Of the top 100 in the Lown ranking, 91 are nonprofits. Only nine are safety-net hospitals, even though they account for 21% of the total. That’s probably because these hospitals tend to serve poorer communities, and even if they provide excellent care, patients might not receive the high-quality follow-up care that can keep them alive and healthy. Quality of care includes the percentage of patients who die one month, three months, and one year after their hospital stay.

“Life expectancy,” said Saini, often “depends more on your ZIP code than your genetic code” — an argument for hospitals to contribute to community groups that make a ZIP code healthier.

The top 100 also includes 53 teaching hospitals, which make up only one-third of all hospitals. Their overrepresentation reflects generally excellent patient outcomes and a culture of avoiding procedures that lack scientific evidence of efficacy.

The starkest disparity is between many hospitals’ excellent patient outcomes and their poor civic leadership, as measured by Lown. (It used Internal Revenue Service and other government data for CEO pay and spending on charity care and community organizations.) The leaders for civic leadership were Harris Health System in Houston and five New York City public hospitals.

On average, 2.8% of hospital expenses went to charity care. But while the most charitable spent 15% or more, about 150 spent less than 0.1%. And although some nonprofit hospitals, whose tax-exempt status requires them to provide “community benefits,” spent 20% or more on their community, some spent less than 1%.
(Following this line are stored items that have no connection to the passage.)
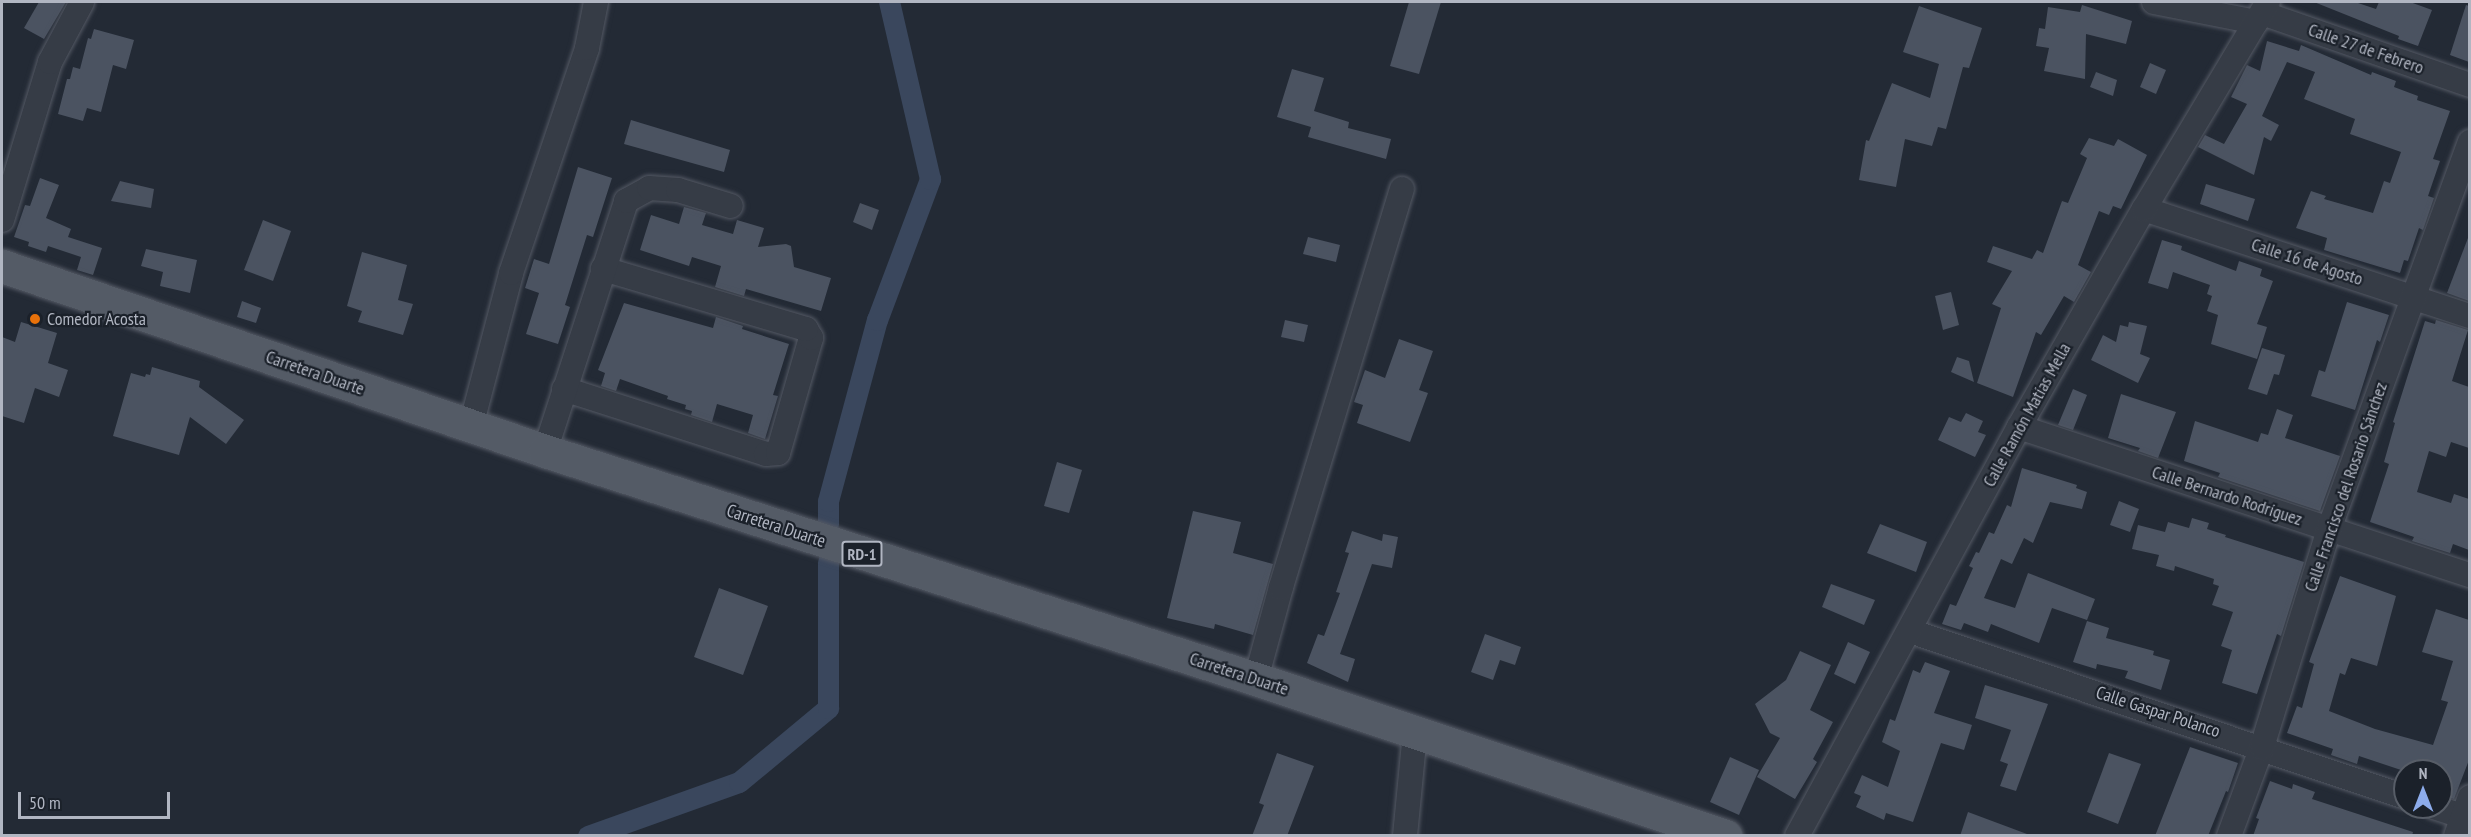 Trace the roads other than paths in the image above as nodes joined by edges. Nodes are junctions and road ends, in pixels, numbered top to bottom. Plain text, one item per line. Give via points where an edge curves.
1 (82, 2) edge
2 (596, 2) edge
3 (2154, 2) edge
4 (2262, 12) edge
5 (2469, 85) edge
6 (2469, 142) edge
7 (1402, 189) dead end
8 (731, 206) dead end
9 (2144, 209) junction
10 (2, 220) edge
11 (2, 266) edge
12 (603, 269) junction
13 (2412, 297) junction
14 (2469, 316) edge
15 (564, 389) junction
16 (471, 426) junction
17 (2019, 428) junction
18 (545, 451) junction
19 (2329, 529) junction
20 (2469, 575) edge
21 (1910, 631) junction
22 (1256, 679) junction
23 (1415, 732) junction
24 (2262, 747) junction
25 (2393, 793) edge
26 (1405, 836) edge
27 (1725, 836) edge
28 (1797, 836) edge
29 (2229, 836) edge

1 - 10 street via 50,62
2 - 16 street via 587,48 511,273
3 - 4 street, Calle 27 de Febrero
4 - 5 street, Calle 27 de Febrero
4 - 9 street, Calle Ramón Matías Mella
6 - 13 street, Calle Francisco del Rosario Sánchez
7 - 22 street
8 - 12 street via 678,190 649,188 626,201
9 - 13 street, Calle 16 de Agosto
9 - 17 street, Calle Ramón Matías Mella
11 - 16 main road, Carretera Duarte / RD-1
12 - 15 street
12 - 15 street via 806,329 811,338 778,453 766,454
13 - 14 street, Calle 16 de Agosto
13 - 19 street, Calle Francisco del Rosario Sánchez
15 - 18 street
16 - 18 main road, Carretera Duarte / RD-1
17 - 19 street, Calle Bernardo Rodríguez
17 - 21 street, Calle Ramón Matías Mella
18 - 22 main road, Carretera Duarte / RD-1
19 - 20 street, Calle Bernardo Rodríguez
19 - 24 street, Calle Francisco del Rosario Sánchez
21 - 24 street, Calle Gaspar Polanco
21 - 28 street, Calle Ramón Matías Mella
22 - 23 main road, Carretera Duarte / RD-1
23 - 26 street
23 - 27 main road, Carretera Duarte / RD-1
24 - 25 street, Calle Gaspar Polanco
24 - 29 street, Calle Francisco del Rosario Sánchez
A number of hospitals renowned for their quality of care got A+ or A for patient outcomes but a D for civic leadership, including Massachusetts General Hospital, the Cleveland Clinic, the Mayo Clinic, and the University of Washington in Seattle. Teaching hospitals such as these do pretty well on supporting their communities, but pay equity — multimillion-dollar salaries for top executives — sinks them in Lown’s calculation of civic leadership. Not a single hospital in the top 100 for patient outcomes was in the top 100 for civic leadership, and vice versa.

Few patients are likely to reject a hospital based on how much it pays its CEO relative to its custodians. But Binder called civic leadership an important metric. “If there is anything you want out of a hospital, it’s ethics,” she said. Charity care, community support, and pay equity “are informative about a hospital’s culture.”